PCA as Exploratory Data Analysis

Suppose we do a PCA with all 342 penguins (rows) and all 4 numeric variables.

How long will the vector of standard deviations be? 4
What dimensions will the rotation matrix have? 4 x 4
What dimensions will the rotated data frame have? 342 x 4

When we do a PCA for exploration there are 3 things to look at:

The data in PC coordinates - the centered (scaled, if set) and rotated data.
The rotation matrix - the variable loadings.
The variance explained by each PC - based on the standard deviations.

All variables

Now, with scale = TRUE (recommended). Data will be centered and scaled (a.k.a. standardized) first.

peng_PCA <- peng |> select(-species) |> 
 prcomp(scale = TRUE)
peng_PCA

Standard deviations (1, .., p=4):
[1] 1.6594442 0.8789293 0.6043475 0.3293816

Rotation (n x k) = (4 x 4):
                         PC1          PC2        PC3        PC4
bill_length_mm     0.4552503 -0.597031143 -0.6443012  0.1455231
bill_depth_mm     -0.4003347 -0.797766572  0.4184272 -0.1679860
flipper_length_mm  0.5760133 -0.002282201  0.2320840 -0.7837987
body_mass_g        0.5483502 -0.084362920  0.5966001  0.5798821

Explore data in PC coordinates

Start plotting PC1 against PC2. By default these are the most important ones. Drill deeper later.
Append the original data. Here used to color by species.

plotdata <- peng_PCA$x |> 
 as_tibble() |> 
 bind_cols(peng)
plotdata |> ggplot(aes(PC1, PC2, color = species)) +
 geom_point() +
 coord_fixed() + theme_minimal(base_size = 20)

Variable loadings

The columns of the rotation matrix shows how the original variables load on the principle components.
We can interpret these loadings and give descriptive names to principal components.
For plotting we bring the rotation matrix to long format with PC and value column.

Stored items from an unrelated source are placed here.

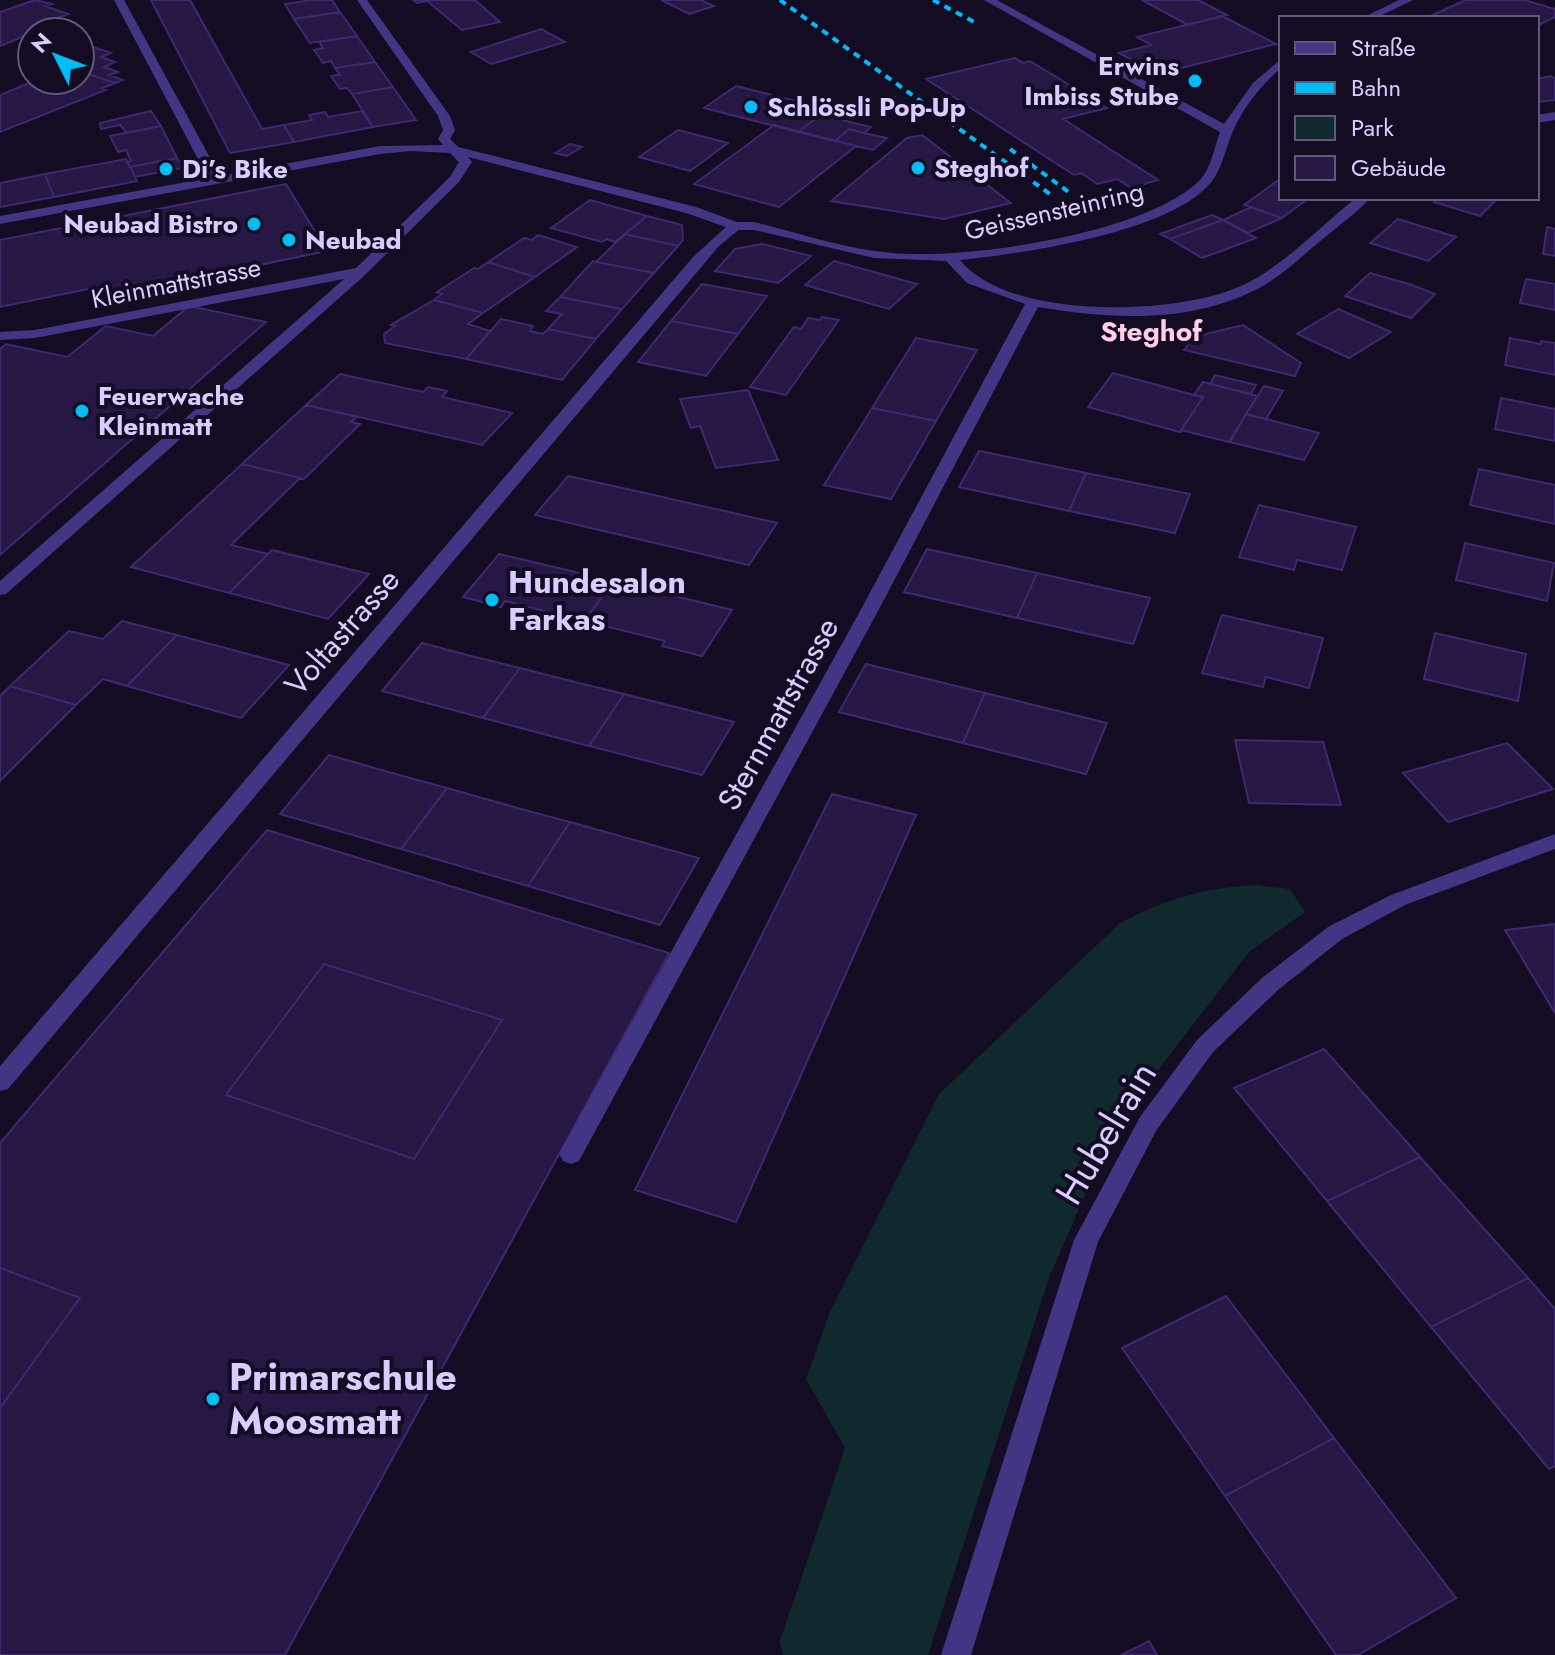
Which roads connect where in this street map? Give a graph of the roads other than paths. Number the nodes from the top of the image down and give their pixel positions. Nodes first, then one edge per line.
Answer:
1 (119, 0) edge
2 (362, 0) edge
3 (989, 0) edge
4 (1408, 0) edge
5 (1372, 16) edge
6 (1279, 64) edge
7 (1227, 131) junction
8 (453, 149) junction
9 (216, 180) junction
10 (1361, 200) edge
11 (0, 220) edge
12 (736, 226) junction
13 (951, 258) junction
14 (360, 272) junction
15 (1034, 301) junction
16 (0, 336) edge
17 (0, 590) edge
18 (1555, 841) edge
19 (0, 1082) edge
20 (571, 1154) dead end
21 (956, 1655) edge

1 - 9 street
2 - 8 street
3 - 7 street
4 - 5 street
6 - 7 street, Geissensteinring
7 - 13 street, Geissensteinring
8 - 9 street
8 - 12 street
8 - 14 street
9 - 11 street
10 - 15 street
12 - 13 street
12 - 19 street, Voltastrasse
13 - 15 street
14 - 16 street, Kleinmattstrasse
14 - 17 street
15 - 20 street, Sternmattstrasse
18 - 21 street, Hubelrain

peng_PCA$rotation |> as_tibble(rownames = "variable") |> 
 pivot_longer(starts_with("PC"), names_to = "PC", values_to = "value") |> 
 ggplot(aes(value, variable)) + 
 geom_col() + 
 geom_vline(xintercept = 0, color = "blue") +
 facet_wrap(~PC, nrow = 1) +
 theme_minimal(base_size = 20)

Variance explained

Principle components are by default sorted by importance.
The squares of the standard deviation for each component gives its variances and variances have to sum up to the sum of the variances of the original variables.
- When original variables were standardized their original variances are all each one. Consequently, the variances of the principal components sum up to the number of original variables.
A typical plot to visualize the importance of the components is to plot the percentage of the variance explained by each component.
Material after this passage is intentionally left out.